_EXERCISE:_ Determine how many lines in the listing that follows include "Jasmine". Answer only with that number.

_SUPPLIED MATERIAL:_
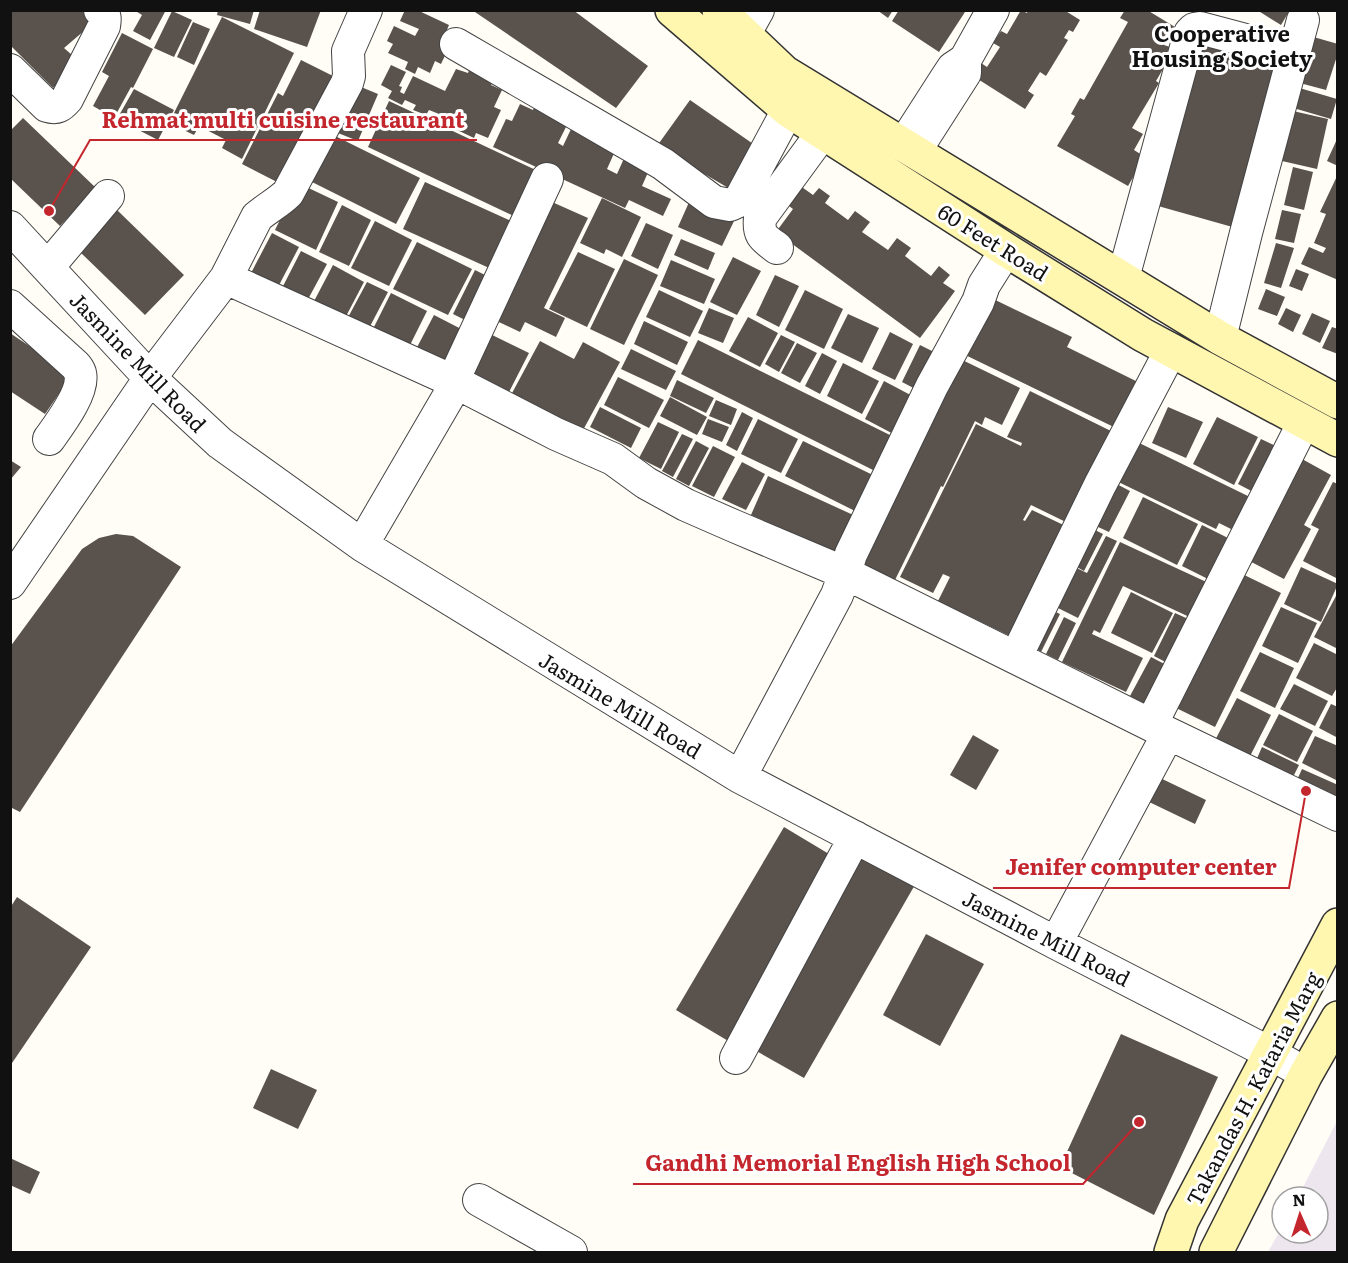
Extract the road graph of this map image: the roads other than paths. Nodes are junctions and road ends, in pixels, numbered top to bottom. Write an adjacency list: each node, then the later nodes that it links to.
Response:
1 (100, 10): 10 (street)
2 (366, 10): 22 (street)
3 (672, 10): 11 (main road, 60 Feet Road)
4 (719, 10): 7 (main road, 60 Feet Road)
5 (993, 10): 13 (street)
6 (1303, 20): 9 (street)
7 (751, 23): 13 (main road, 60 Feet Road)
8 (456, 44): 11 (street)
9 (1294, 53): 23 (street); 25 (street)
10 (10, 70)
11 (788, 110): 12 (main road, 60 Feet Road)
12 (823, 132): 18 (street); 19 (main road, 60 Feet Road)
13 (910, 148): 17 (main road, 60 Feet Road)
14 (547, 179): 28 (street)
15 (108, 196): 20 (street)
16 (10, 227): 20 (street, Jasmine Mill Road)
17 (1057, 237): 21 (main road); 23 (main road, 60 Feet Road)
18 (777, 248)
19 (1006, 250): 21 (main road, 60 Feet Road); 34 (street)
20 (48, 267): 27 (street, Jasmine Mill Road)
21 (1035, 268): 26 (main road, 60 Feet Road)
22 (226, 278): 27 (street); 28 (street)
23 (1123, 278): 25 (main road, 60 Feet Road)
24 (10, 306): 31 (street)
25 (1220, 338): 29 (main road, 60 Feet Road)
26 (1171, 350): 30 (main road, 60 Feet Road); 36 (street)
27 (150, 378): 33 (street, Jasmine Mill Road); 35 (street)
28 (453, 381): 33 (street); 34 (street)
29 (1338, 402)
30 (1304, 422): 32 (main road, 60 Feet Road); 37 (street)
31 (49, 439)
32 (1338, 440)
33 (362, 545): 38 (street, Jasmine Mill Road)
34 (845, 573): 36 (street); 38 (street)
35 (10, 583)
36 (1016, 657): 37 (street)
37 (1160, 730): 39 (street); 42 (street)
38 (740, 777): 40 (street, Jasmine Mill Road)
39 (1338, 815)
40 (855, 837): 42 (street, Jasmine Mill Road); 45 (street)
41 (1338, 926): 44 (main road, Takandas H. Kataria Marg)
42 (1056, 943): 44 (street, Jasmine Mill Road)
43 (1338, 1018): 46 (main road, Takandas H. Kataria Marg)
44 (1270, 1053): 46 (street, Jasmine Mill Road); 49 (main road, Takandas H. Kataria Marg)
45 (736, 1058)
46 (1306, 1074): 50 (main road, Takandas H. Kataria Marg)
47 (479, 1200): 48 (street)
48 (571, 1252)
49 (1171, 1252)
50 (1216, 1252)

_SOLUTION FOR THIS EXERCISE:_ 8